* What is required *
Restate the records word for word. Include no pictures.

* Records for this task *

++++++++

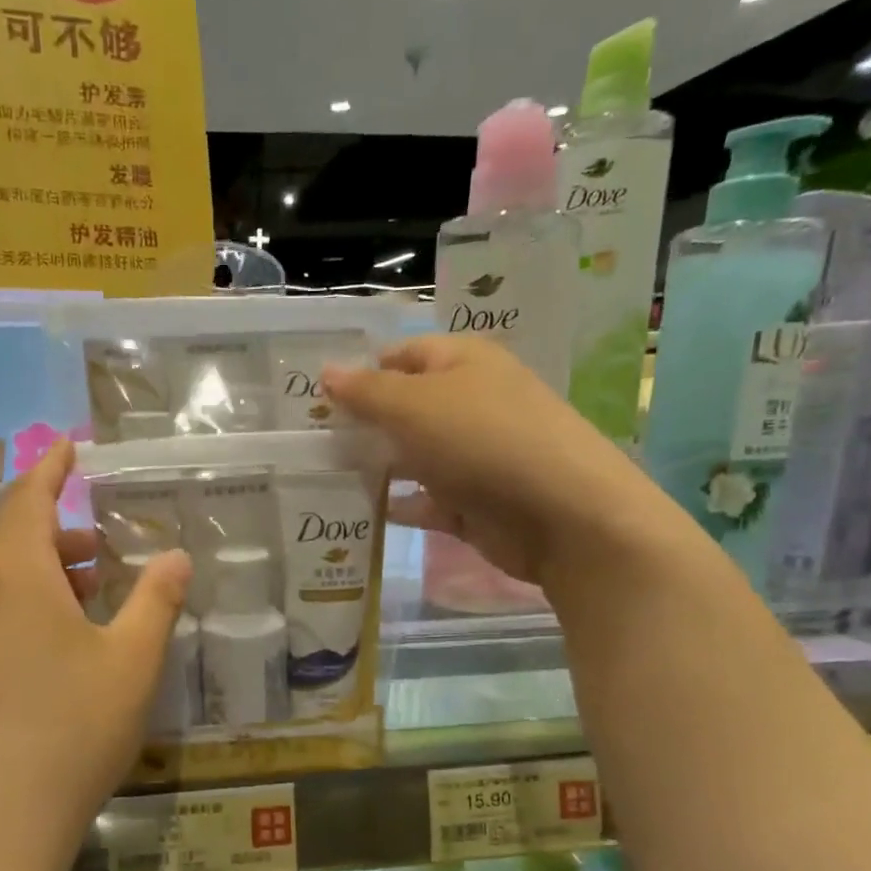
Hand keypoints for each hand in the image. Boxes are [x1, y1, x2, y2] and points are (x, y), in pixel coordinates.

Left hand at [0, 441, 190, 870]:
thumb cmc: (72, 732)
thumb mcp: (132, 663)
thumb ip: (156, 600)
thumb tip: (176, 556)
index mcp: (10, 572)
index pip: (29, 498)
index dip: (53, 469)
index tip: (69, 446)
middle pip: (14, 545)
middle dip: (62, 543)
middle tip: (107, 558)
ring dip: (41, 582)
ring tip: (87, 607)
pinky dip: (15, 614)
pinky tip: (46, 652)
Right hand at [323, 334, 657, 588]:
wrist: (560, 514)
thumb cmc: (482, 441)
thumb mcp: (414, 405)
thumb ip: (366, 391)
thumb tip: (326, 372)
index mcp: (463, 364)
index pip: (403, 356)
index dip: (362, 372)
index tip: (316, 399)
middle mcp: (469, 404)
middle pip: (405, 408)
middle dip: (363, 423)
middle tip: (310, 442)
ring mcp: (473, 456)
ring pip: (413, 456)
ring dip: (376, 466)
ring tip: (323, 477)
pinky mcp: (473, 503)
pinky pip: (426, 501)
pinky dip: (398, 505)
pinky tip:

++++++++

* Response to the task *
Hand keypoints for each hand in the image. Boxes are [x1, y1, x2, y2] and points are (x, y), in pixel coordinates.

Left hand at [0, 441, 190, 870]:
thumb cmc: (72, 732)
thumb mcp: (132, 663)
thumb ip: (156, 600)
thumb tip: (176, 556)
index mcp: (10, 572)
index pip: (29, 498)
index dip: (53, 469)
index tip: (69, 446)
middle pip: (14, 545)
middle dip: (62, 543)
middle tip: (107, 558)
ring dip: (41, 582)
ring tip: (87, 607)
pinky dip: (15, 614)
pinky tip: (46, 652)
Right hand at [323, 334, 657, 588]:
wrist: (560, 514)
thumb cmc: (482, 441)
thumb mcp: (414, 405)
thumb ip: (366, 391)
thumb tip: (326, 372)
index mcp: (463, 364)
index pip: (403, 356)
index dip: (362, 372)
index tip: (316, 399)
middle mcp: (469, 404)
middle pip: (405, 408)
middle dip: (363, 423)
middle tip: (310, 442)
ring mcp: (473, 456)
ring pip: (413, 456)
ring dip: (376, 466)
ring tip: (323, 477)
pinky mcp: (473, 503)
pinky pip: (426, 501)
pinky dip: (398, 505)
pinky tip:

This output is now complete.